→ **What the exercise asks**: Your answer should be the lines of the data below that contain "this".

━━━━━ Data records

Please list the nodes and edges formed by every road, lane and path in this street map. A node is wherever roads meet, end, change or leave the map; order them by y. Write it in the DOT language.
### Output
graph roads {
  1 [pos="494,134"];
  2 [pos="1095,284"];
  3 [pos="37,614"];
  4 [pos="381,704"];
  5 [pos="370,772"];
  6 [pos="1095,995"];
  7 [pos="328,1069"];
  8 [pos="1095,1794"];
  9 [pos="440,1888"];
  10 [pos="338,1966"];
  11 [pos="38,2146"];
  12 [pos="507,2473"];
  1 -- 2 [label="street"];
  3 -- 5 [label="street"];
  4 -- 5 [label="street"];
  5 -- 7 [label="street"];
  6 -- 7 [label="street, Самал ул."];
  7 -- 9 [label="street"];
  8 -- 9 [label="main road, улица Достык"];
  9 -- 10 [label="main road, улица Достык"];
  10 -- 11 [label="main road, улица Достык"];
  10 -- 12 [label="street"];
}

━━━━━━━━━━
━━━━━ Data records

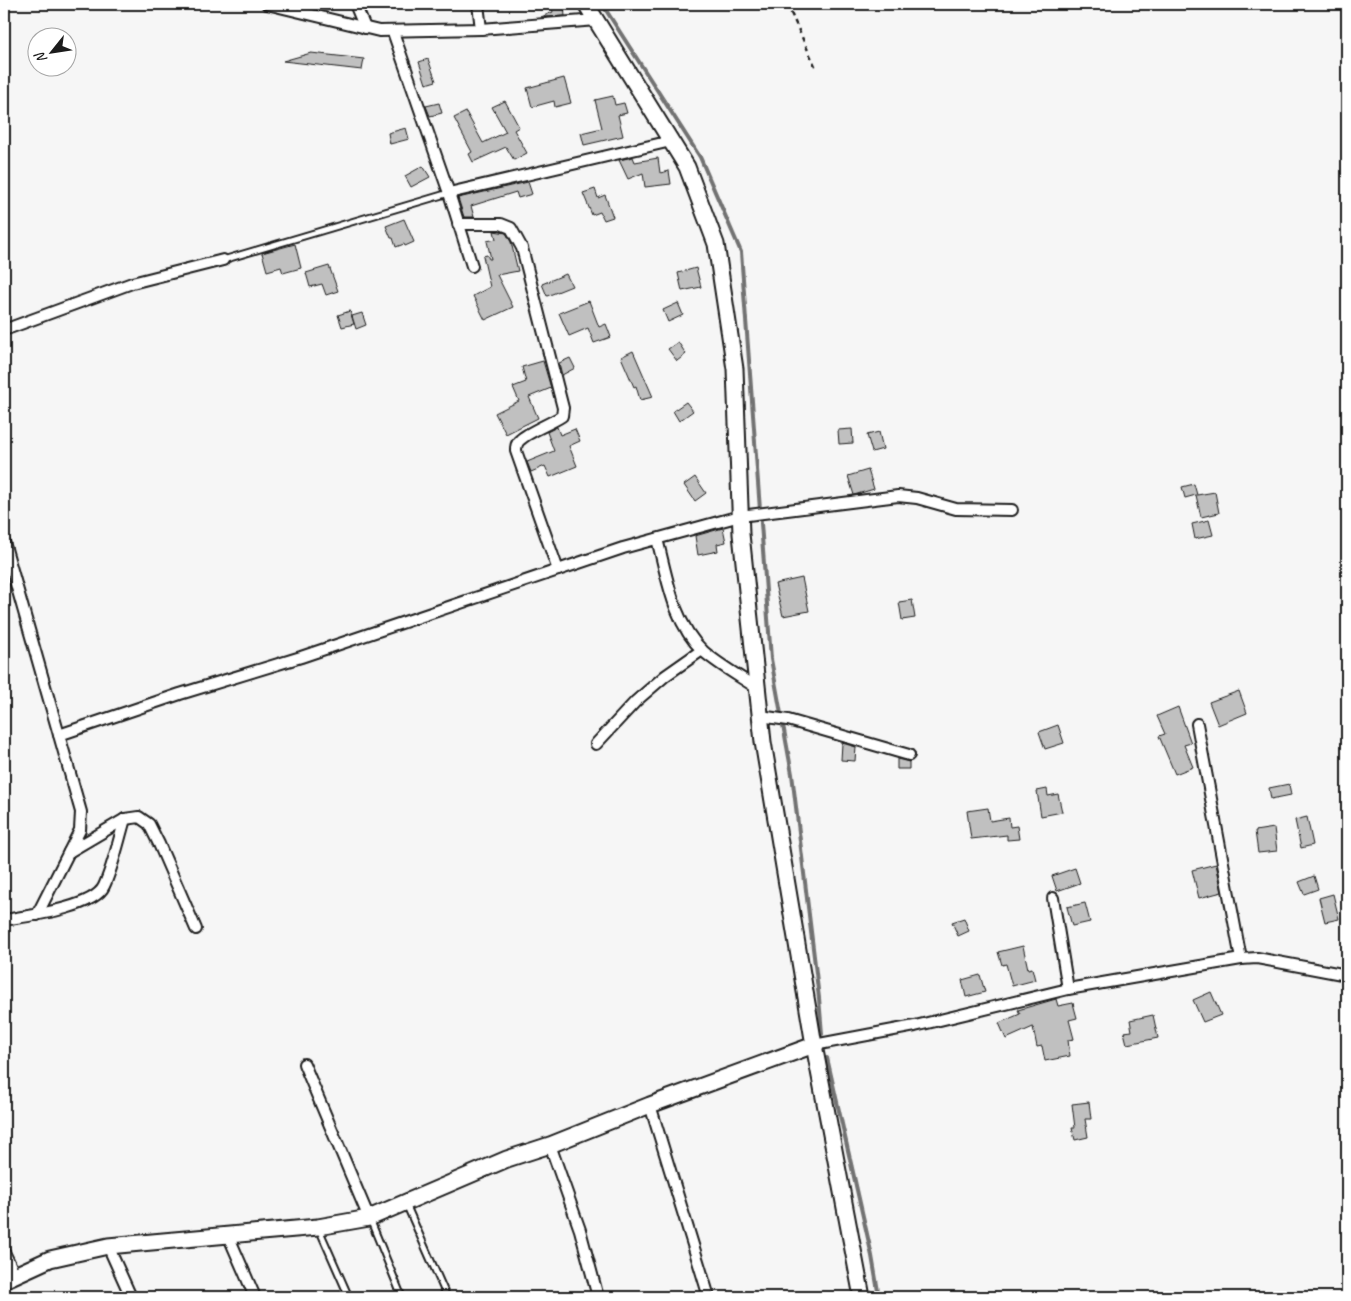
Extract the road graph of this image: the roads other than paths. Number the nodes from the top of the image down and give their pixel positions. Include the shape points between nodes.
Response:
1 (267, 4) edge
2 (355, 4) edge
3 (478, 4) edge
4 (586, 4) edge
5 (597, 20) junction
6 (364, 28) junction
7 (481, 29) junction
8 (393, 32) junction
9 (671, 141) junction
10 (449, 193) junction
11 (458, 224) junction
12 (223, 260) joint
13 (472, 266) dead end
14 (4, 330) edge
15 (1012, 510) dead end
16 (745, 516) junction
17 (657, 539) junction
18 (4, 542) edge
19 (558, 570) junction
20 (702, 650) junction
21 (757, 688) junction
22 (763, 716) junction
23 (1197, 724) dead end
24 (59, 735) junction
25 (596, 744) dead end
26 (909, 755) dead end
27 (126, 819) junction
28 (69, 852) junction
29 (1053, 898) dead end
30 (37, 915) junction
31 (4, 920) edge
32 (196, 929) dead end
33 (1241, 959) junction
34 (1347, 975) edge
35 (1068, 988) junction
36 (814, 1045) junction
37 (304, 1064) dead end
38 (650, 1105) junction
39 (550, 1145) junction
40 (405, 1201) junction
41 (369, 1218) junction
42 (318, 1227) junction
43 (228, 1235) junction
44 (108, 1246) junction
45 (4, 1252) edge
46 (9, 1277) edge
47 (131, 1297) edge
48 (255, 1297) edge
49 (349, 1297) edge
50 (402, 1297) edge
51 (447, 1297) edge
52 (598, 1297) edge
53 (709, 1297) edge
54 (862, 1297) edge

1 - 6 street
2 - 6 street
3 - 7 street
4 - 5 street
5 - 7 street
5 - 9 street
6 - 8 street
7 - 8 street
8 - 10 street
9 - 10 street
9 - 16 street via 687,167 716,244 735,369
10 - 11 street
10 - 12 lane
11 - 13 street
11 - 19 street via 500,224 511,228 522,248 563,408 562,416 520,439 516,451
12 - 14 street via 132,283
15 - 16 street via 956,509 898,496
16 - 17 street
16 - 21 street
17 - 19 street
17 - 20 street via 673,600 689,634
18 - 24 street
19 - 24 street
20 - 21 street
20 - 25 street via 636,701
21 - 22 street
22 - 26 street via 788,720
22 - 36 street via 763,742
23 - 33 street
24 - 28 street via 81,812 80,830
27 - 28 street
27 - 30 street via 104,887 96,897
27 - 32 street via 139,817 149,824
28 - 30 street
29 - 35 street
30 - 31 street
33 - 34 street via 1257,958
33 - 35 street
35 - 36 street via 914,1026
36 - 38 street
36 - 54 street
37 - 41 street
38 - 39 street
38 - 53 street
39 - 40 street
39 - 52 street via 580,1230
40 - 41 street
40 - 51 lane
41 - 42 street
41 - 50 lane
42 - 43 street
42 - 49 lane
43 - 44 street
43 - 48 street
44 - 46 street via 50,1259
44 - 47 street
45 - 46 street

━━━━━━━━━━

→ **Answer for the task**:
Please list the nodes and edges formed by every road, lane and path in this street map. A node is wherever roads meet, end, change or leave the map; order them by y. Write it in the DOT language.
Extract the road graph of this image: the roads other than paths. Number the nodes from the top of the image down and give their pixel positions. Include the shape points between nodes.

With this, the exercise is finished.